Strabo had much to tell us concerning zones, which, following
Posidonius, he believes to have been first described by
Parmenides. We may note, however, that other traditions assert
that both Thales and Pythagoras had divided the earth into zones.
The number of zones accepted by Strabo is five, and he
criticises Polybius for making the number six. The five
zones accepted by Strabo are as follows: the uninhabitable torrid
zone lying in the region of the equator; a zone on either side of
this extending to the tropic; and then the temperate zones
extending in either direction from the tropic to the arctic
regions. There seems to have been a good deal of dispute among
the scholars of the time as to the exact arrangement of these
zones, but the general idea that the north-temperate zone is the
part of the earth with which the geographer deals seemed clearly
established. That the south-temperate zone would also present a
habitable area is an idea that is sometimes suggested, though
seldom or never distinctly expressed. It is probable that
different opinions were held as to this, and no direct evidence
being available, a cautiously scientific geographer like Strabo
would naturally avoid the expression of an opinion regarding it.
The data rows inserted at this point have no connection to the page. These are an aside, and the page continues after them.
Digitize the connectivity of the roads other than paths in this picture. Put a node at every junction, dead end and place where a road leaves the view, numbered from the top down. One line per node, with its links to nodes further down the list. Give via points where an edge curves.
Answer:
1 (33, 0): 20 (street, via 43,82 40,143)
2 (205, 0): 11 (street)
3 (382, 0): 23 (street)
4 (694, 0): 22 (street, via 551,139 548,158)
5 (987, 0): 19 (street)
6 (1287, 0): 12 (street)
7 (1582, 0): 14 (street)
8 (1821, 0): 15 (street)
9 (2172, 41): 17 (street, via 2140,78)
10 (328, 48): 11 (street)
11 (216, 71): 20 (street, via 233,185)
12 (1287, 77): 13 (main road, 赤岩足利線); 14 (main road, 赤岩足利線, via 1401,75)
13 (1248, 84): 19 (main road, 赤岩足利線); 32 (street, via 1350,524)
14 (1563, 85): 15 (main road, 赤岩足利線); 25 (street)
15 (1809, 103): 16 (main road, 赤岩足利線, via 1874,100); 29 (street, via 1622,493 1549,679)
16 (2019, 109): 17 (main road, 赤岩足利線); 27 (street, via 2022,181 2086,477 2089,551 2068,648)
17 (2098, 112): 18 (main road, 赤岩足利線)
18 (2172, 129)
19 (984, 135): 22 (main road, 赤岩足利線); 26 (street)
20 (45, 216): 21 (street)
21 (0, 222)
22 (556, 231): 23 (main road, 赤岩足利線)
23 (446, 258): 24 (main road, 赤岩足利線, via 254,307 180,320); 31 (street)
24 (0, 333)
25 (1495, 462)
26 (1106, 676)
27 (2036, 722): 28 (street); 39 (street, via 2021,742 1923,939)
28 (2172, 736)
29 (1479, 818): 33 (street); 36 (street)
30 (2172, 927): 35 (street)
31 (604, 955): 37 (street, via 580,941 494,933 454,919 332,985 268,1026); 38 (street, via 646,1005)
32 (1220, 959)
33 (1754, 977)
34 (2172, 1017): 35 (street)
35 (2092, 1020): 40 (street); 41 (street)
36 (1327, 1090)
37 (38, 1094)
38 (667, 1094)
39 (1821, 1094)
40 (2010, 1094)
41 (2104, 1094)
Indeed, his own words leave us somewhat in doubt as to the
precise character of his notion regarding the zones. Perhaps we
shall do best to quote them:
"Let the earth be supposed to consist of five zones. (1) The
equatorial circle described around it. (2) Another parallel to
this, and defining the frigid zone of the northern hemisphere.
(3) A circle passing through the poles and cutting the two
preceding circles at right- angles. The northern hemisphere
contains two quarters of the earth, which are bounded by the
equator and circle passing through the poles. Each of these
quarters should be supposed to contain a four-sided district, its
northern side being of one-half of the parallel next the pole,
its southern by the half of the equator, and its remaining sides
by two segments of the circle drawn through the poles, opposite
to each other, and equal in length. In one of these (which of
them is of no consequence) the earth which we inhabit is
situated, surrounded by a sea and similar to an island. This, as
we said before, is evident both to our senses and to our reason.
But let any one doubt this, it makes no difference so far as
geography is concerned whether you believe the portion of the
earth which we inhabit to be an island or only admit what we know
from experience --namely, that whether you start from the east or
the west you may sail all around it. Certain intermediate spaces
may have been left (unexplored), but these are as likely to be
occupied by sea as uninhabited land. The object of the geographer
is to describe known countries. Those which are unknown he passes
over equally with those beyond the limits of the inhabited earth.
It will, therefore, be sufficient for describing the contour of
the island we have been speaking of, if we join by a right line
the outmost points which, up to this time, have been explored by
voyagers along the coast on either side."[3]
We may pass over the specific criticisms of Strabo upon various
explorations that seem to have been of great interest to his
contemporaries, including an alleged trip of one Eudoxus out into
the Atlantic, and the journeyings of Pytheas in the far north. It
is Pytheas, we may add, who was cited by Hipparchus as having
made the mistaken observation that the length of the shadow of
the gnomon is the same at Marseilles and Byzantium, hence that
these two places are on the same parallel. Modern commentators
have defended Pytheas as regards this observation, claiming that
it was Hipparchus and not Pytheas who made the second observation
from which the faulty induction was drawn. The point is of no
great significance, however, except as showing that a correct
method of determining the problems of latitude had thus early
been suggested. That faulty observations and faulty application
of the correct principle should have been made is not surprising.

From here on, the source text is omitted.